When I logged back into Letterboxd for the first time in a year, I was surprised by how many lists of LGBT movies there were on the site. Looking over the contents, I was reminded of the disconnect between what most people think of as “gay movies” vs what I think of.
I have to say I’ve been pretty unimpressed by mainstream movies I’ve seen about or targeted at gay people. Part of that is that I just don’t like romances unless they’re romantic comedies, and gay romances in movies are hardly ever allowed to be anything other than tragic. The rest is that the movies either target such a specific subsection of the “culture” that I have nothing to relate to, or else they’re so corny and amateurish that I wonder how they even got produced. I’ve heard Moonlight get universal praise, and some positive things about Call Me By Your Name, but I honestly can’t work up enough interest to see either one. And apart from that, it seems like any gay projects good enough for mainstream exposure are either 1) starring straight actors in a story about how much it sucks to be gay, or 2) aimed specifically and exclusively at the Jonathan Groff demographic.

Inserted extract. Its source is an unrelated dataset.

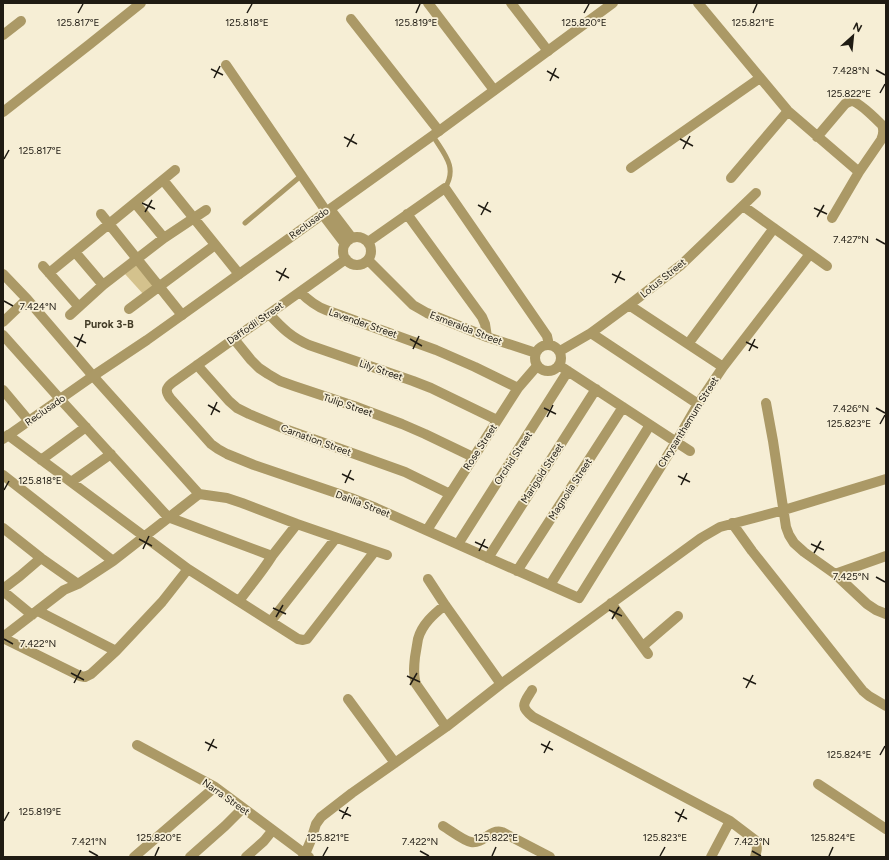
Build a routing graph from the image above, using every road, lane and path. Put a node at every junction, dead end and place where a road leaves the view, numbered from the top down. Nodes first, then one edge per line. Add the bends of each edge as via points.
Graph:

So I took it as a challenge to come up with a list of what I think of when I hear the phrase “gay movie.” (And not the adult kind). It’s the mainstream movies that felt transgressive when I was watching them, because I felt sure that I was watching them in a way I wasn’t “supposed” to be. It felt weird and isolating when I was an adolescent, but as an adult, it makes me feel even more part of a kind of community: meeting dozens if not hundreds of other people who had exactly the same feeling of I must be the only person in the world with this weird crush growing up.
And I should mention before anyone gets the wrong idea: of course the title of this list is only half serious, and it’s offensive to suggest that something as complex and personal as orientation is arbitrary enough to be changed by watching a movie. Everyone knows that it actually requires the more long-term, repeated exposure of a TV series, like Buck Rogers in the 25th Century or CHiPs.
The Empire Strikes Back
My obsessive hero-worship of Han Solo as a 6-to-9 year old turned into something else when I got older. Han walking off the Millennium Falcon after landing on Cloud City was my Ursula Andress-in-Dr No moment.
The Man Who Would Be King
I didn’t even know about this movie until I was a freshman in college, and my roommate had the poster hanging on his wall. I was already a huge fan of Sean Connery’s after Indiana Jones and the Last Crusade, but watching this one felt different. It made me a lifelong evangelist for the friendly mutton chops, for one thing, and I make sure to keep them in the rotation for myself. It was also a better vehicle for a confused young man with a secret crush than…
Zardoz
I don’t remember when I first saw this, but I do remember that I spent the entire time feeling like I was watching something I shouldn’t be. Sean Connery with a mustache and a long braid wearing what was essentially a diaper with bandolier straps and thigh high boots was funny, sure, but it was a nervous laughter on my part. “Heh that sure was ridiculous, huh? I think we should watch it again a few more times, though, to be sure.”
Who Framed Roger Rabbit?
The scene with Bob Hoskins as Eddie Valiant alone in his apartment with Jessica Rabbit (the “Dabbling in watercolors, Eddie?” scene) is the quintessential example of something that made me feel like a total weirdo as a teenager, but once I got older, I met so many other guys who had the exact same reaction that it’s practically a right of passage. It’s probably still a weird crush for a 16-year-old boy to have, but at least it’s one I’m comfortable with now.
Indiana Jones and the Temple of Doom
It started with a spectacular musical number and then had Indiana Jones without a shirt for much of the rest of the movie. Come on.
Bull Durham
When I first saw this movie, I thought everybody in the cast must be the sexiest person who ever lived. I don’t think I’d ever seen a movie with so many grown-ups who were so unabashedly and insatiably horny before. I can pretty much guarantee that I’d hate it if I watched it now, but in high school, I had the poster on my wall and everything, and I may or may not have blown it kisses like Laverne and Shirley did with their Beatles stand-up in the opening credits.
The Ice Pirates
The most embarrassing entry on a list that includes Zardoz. Even as a teenager, I could tell that this movie was terrible, and I loved everything back then. But Robert Urich’s character was designed to be a pastiche of all the character types popular for movies in the early 1980s, which also happened to be a combination of everything that turned on a young gay nerd really into sci-fi and fantasy.
Big Trouble in Little China
I don’t even think this one is all that weird; I think it’d be weirder to leave the movie without having a huge crush on Jack Burton and Gracie Law. Seeing this and The Thing around the same time had me wondering if my last words on my death bed were going to be the same as Walt Disney’s.
I’d have to add Chato’s Land and Run of the Arrow, both starring a lean and barely clothed Charles Bronson in his prime.